Start of RECORDS FOR THIS EXERCISE

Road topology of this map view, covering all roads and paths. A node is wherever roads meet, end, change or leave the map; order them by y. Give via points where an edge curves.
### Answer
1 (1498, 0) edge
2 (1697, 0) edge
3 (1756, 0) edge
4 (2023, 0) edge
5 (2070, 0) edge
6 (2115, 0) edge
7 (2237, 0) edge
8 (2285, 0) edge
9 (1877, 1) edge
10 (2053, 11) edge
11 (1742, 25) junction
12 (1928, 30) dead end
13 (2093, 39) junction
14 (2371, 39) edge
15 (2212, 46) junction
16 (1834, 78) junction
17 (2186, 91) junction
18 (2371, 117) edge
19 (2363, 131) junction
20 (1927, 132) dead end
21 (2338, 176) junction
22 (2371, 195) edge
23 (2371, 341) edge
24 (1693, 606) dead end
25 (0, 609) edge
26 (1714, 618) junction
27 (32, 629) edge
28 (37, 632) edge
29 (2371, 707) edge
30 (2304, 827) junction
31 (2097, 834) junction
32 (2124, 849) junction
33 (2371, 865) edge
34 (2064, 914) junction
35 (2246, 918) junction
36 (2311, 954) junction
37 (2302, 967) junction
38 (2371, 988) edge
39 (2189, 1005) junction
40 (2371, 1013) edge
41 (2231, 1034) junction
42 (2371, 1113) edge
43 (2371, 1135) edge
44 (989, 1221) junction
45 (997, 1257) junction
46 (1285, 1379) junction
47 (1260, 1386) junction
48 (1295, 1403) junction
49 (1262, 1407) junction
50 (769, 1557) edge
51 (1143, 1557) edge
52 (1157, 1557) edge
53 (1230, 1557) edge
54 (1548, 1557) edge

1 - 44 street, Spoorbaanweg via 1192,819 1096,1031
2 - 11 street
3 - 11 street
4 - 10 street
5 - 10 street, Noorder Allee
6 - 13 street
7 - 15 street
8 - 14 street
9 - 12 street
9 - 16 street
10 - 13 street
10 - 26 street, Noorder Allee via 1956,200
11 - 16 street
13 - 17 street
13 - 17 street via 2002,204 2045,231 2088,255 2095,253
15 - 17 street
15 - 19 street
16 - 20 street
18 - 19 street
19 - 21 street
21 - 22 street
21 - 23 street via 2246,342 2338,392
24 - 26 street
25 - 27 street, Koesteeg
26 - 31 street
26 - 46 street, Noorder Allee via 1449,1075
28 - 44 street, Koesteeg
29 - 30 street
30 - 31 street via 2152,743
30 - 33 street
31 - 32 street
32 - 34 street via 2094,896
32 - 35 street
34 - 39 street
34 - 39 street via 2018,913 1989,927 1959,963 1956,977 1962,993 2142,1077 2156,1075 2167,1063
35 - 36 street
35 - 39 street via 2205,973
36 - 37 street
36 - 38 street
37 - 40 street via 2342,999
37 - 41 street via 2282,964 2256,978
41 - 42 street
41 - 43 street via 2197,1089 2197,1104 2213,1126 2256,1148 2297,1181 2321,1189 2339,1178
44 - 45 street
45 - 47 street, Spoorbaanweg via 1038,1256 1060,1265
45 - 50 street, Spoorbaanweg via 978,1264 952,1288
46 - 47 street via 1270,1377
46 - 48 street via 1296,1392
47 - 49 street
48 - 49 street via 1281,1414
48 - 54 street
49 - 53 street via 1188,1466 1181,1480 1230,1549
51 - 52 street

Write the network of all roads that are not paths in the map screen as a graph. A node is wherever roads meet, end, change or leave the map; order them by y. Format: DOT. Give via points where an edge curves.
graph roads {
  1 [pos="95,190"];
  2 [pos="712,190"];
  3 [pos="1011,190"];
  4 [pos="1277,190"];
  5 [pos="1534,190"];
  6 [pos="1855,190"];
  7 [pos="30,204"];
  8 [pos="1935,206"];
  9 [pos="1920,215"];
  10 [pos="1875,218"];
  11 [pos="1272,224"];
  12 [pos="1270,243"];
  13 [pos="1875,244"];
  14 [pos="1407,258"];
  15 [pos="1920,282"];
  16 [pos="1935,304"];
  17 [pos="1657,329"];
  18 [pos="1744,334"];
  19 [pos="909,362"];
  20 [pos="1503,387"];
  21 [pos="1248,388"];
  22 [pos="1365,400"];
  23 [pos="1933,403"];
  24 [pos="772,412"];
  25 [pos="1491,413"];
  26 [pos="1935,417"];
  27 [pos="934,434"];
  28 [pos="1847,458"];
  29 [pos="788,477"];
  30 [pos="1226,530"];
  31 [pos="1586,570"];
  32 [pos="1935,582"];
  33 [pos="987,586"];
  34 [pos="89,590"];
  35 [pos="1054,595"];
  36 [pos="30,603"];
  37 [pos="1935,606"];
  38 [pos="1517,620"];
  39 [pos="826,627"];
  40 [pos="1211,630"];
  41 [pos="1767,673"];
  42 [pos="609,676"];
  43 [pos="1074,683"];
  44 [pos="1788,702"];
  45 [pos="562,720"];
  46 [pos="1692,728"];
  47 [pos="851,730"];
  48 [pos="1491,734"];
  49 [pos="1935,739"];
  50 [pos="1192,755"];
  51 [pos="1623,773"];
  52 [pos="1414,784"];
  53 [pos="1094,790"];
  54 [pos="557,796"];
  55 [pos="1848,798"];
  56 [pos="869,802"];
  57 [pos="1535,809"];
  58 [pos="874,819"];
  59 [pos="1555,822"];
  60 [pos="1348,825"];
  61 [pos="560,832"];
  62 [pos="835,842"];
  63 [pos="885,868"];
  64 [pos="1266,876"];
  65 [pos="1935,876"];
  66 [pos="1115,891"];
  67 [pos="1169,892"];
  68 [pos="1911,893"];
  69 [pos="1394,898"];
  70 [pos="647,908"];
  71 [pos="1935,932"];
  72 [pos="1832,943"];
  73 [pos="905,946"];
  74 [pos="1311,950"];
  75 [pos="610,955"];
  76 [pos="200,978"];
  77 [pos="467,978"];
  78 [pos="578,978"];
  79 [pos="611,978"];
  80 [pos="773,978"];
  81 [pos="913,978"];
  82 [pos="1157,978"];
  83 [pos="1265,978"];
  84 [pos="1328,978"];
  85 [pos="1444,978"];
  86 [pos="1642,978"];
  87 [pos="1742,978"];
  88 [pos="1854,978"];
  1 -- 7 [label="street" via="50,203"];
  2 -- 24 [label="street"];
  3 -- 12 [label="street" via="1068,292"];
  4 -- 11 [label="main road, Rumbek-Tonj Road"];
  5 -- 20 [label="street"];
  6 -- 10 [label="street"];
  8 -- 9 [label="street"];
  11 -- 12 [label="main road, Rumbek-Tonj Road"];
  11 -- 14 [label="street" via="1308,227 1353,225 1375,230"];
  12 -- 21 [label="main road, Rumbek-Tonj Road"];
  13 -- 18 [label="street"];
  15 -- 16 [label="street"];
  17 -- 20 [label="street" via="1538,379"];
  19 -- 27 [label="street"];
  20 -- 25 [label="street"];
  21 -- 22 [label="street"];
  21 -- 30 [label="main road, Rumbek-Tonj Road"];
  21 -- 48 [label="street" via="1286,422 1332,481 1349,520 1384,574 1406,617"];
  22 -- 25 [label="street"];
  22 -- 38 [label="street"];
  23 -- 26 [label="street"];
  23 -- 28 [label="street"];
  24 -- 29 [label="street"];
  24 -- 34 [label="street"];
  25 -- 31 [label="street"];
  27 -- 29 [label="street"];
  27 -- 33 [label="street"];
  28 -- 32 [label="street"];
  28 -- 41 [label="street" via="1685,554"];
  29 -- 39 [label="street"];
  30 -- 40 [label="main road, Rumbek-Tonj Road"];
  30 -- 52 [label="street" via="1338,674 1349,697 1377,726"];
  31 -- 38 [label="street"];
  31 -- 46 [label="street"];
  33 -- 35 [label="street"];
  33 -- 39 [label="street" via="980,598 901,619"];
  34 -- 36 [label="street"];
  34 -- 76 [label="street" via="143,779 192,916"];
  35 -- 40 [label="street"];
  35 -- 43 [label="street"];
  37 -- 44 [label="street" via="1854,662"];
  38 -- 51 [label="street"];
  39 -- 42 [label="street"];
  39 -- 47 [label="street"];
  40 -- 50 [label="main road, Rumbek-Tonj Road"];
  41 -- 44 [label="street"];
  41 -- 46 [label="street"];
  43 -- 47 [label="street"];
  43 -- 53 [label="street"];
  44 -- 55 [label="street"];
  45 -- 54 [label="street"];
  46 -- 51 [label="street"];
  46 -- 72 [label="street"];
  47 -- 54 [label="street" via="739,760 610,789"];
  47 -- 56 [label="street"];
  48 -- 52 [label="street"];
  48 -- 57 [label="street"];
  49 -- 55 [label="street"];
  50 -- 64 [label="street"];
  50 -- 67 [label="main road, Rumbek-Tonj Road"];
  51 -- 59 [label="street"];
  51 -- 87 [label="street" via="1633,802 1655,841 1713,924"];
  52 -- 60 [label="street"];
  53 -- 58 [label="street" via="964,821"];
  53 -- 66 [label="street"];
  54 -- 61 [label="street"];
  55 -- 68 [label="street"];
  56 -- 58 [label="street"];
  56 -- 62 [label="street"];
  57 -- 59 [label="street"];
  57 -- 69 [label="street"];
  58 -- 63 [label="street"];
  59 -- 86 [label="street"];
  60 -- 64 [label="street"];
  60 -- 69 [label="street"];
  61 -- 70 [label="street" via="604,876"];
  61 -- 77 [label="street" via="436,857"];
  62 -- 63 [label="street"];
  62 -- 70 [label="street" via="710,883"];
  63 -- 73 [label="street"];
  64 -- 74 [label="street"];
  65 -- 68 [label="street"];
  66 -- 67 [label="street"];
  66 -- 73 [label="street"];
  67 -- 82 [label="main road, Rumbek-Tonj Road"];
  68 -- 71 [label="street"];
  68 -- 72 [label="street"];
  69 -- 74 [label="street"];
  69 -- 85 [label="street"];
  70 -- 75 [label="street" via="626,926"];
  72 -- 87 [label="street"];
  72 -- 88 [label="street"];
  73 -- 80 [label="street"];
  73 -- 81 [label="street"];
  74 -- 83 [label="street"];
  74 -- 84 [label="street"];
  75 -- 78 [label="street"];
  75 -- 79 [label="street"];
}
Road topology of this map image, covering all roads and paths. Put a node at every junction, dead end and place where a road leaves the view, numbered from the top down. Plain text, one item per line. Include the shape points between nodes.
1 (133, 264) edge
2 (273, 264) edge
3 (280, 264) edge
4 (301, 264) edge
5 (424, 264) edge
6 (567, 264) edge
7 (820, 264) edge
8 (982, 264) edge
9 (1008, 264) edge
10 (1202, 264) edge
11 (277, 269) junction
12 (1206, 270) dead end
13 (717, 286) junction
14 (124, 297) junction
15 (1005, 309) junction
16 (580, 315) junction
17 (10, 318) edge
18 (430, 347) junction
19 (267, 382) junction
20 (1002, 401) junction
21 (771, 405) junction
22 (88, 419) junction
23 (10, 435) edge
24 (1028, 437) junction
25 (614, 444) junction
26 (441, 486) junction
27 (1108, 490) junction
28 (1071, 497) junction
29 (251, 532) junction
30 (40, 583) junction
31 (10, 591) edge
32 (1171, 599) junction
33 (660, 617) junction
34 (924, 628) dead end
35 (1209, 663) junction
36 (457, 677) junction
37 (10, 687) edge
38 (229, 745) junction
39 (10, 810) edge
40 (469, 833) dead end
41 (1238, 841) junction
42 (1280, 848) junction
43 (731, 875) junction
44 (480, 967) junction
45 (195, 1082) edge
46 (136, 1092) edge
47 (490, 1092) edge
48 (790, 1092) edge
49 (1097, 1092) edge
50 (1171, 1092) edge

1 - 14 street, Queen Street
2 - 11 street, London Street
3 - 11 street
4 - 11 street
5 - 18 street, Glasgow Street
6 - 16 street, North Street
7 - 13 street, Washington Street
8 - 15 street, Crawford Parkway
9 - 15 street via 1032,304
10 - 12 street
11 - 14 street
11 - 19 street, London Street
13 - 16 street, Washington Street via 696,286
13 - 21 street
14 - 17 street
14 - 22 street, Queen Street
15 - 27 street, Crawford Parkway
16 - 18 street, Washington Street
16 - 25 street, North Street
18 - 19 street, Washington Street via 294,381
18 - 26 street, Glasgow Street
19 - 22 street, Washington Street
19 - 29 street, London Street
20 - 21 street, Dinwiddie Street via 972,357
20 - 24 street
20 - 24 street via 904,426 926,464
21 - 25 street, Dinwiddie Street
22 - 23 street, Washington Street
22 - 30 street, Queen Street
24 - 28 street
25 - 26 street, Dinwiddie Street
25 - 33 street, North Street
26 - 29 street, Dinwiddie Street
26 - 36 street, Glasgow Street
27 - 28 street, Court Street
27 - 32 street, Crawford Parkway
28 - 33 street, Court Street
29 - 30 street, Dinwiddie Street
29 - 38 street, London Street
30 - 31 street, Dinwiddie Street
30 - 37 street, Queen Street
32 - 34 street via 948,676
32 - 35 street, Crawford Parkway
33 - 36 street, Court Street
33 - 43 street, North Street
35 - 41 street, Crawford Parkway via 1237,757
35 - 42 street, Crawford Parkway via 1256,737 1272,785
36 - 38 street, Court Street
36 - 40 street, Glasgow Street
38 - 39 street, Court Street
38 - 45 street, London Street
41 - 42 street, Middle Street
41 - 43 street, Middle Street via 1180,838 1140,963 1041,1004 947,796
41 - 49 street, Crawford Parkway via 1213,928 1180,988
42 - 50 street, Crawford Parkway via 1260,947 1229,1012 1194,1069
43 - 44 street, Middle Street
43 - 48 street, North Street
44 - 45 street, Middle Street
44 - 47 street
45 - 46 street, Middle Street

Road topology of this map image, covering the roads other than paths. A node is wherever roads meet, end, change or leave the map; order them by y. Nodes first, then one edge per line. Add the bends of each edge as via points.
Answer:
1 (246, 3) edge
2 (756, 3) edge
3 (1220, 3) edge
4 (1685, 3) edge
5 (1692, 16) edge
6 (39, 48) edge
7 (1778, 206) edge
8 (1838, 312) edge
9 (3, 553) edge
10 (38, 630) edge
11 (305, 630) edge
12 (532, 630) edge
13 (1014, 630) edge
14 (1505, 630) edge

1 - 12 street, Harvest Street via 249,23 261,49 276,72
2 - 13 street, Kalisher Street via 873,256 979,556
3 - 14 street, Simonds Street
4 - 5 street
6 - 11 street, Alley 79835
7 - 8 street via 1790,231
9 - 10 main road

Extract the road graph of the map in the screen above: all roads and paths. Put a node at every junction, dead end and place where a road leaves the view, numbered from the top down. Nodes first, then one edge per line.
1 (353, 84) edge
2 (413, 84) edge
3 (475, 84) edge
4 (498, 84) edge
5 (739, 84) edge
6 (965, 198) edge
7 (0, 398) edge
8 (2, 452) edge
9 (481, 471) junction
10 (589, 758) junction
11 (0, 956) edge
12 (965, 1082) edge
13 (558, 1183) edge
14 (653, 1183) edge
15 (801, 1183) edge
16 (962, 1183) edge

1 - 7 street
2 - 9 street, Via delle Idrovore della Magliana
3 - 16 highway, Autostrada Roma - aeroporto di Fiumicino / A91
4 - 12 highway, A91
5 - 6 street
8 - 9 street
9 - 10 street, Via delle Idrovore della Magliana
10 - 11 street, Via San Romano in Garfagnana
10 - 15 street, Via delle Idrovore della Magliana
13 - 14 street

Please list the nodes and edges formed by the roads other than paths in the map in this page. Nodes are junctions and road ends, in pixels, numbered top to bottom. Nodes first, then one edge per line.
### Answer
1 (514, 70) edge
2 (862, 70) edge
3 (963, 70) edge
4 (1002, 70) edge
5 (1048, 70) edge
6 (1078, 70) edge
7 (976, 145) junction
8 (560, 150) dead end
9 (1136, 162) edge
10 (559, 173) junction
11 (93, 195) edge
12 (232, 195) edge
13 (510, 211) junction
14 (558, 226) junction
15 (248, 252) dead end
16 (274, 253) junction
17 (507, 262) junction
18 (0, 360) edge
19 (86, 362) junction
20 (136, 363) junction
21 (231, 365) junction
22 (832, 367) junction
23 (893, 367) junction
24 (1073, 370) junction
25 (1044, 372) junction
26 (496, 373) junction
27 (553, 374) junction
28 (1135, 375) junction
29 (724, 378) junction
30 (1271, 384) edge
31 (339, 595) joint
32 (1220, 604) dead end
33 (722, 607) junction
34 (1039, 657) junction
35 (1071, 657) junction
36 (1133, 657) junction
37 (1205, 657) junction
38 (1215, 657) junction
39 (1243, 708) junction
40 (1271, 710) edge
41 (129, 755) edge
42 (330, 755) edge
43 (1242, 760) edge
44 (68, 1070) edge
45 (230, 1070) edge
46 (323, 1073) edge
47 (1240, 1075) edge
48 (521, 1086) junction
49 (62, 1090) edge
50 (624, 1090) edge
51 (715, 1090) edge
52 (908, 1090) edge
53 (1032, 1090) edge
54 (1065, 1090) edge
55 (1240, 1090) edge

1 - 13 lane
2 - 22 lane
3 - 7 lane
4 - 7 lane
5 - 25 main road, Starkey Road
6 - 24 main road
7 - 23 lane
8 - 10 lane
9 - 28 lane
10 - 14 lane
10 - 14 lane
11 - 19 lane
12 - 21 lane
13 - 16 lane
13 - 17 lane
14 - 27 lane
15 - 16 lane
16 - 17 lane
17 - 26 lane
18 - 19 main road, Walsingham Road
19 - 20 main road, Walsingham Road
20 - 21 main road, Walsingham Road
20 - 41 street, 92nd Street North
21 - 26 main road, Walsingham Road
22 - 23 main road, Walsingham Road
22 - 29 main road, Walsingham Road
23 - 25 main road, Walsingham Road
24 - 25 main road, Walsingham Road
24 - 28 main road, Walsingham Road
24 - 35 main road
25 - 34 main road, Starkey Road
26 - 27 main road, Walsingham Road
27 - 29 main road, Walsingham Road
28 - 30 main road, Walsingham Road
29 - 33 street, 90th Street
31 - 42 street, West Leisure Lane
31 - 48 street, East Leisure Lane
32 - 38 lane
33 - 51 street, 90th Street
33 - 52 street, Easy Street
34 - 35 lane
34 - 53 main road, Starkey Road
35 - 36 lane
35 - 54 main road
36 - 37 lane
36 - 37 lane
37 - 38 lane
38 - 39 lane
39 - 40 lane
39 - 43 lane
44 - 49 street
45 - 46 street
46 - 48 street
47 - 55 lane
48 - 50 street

End of RECORDS FOR THIS EXERCISE

*PROBLEM TO SOLVE*. Pull every line containing the word "Glasgow" out of the listing.

*TASK RESULT*.
5 - 18 street, Glasgow Street
18 - 26 street, Glasgow Street
26 - 36 street, Glasgow Street
36 - 40 street, Glasgow Street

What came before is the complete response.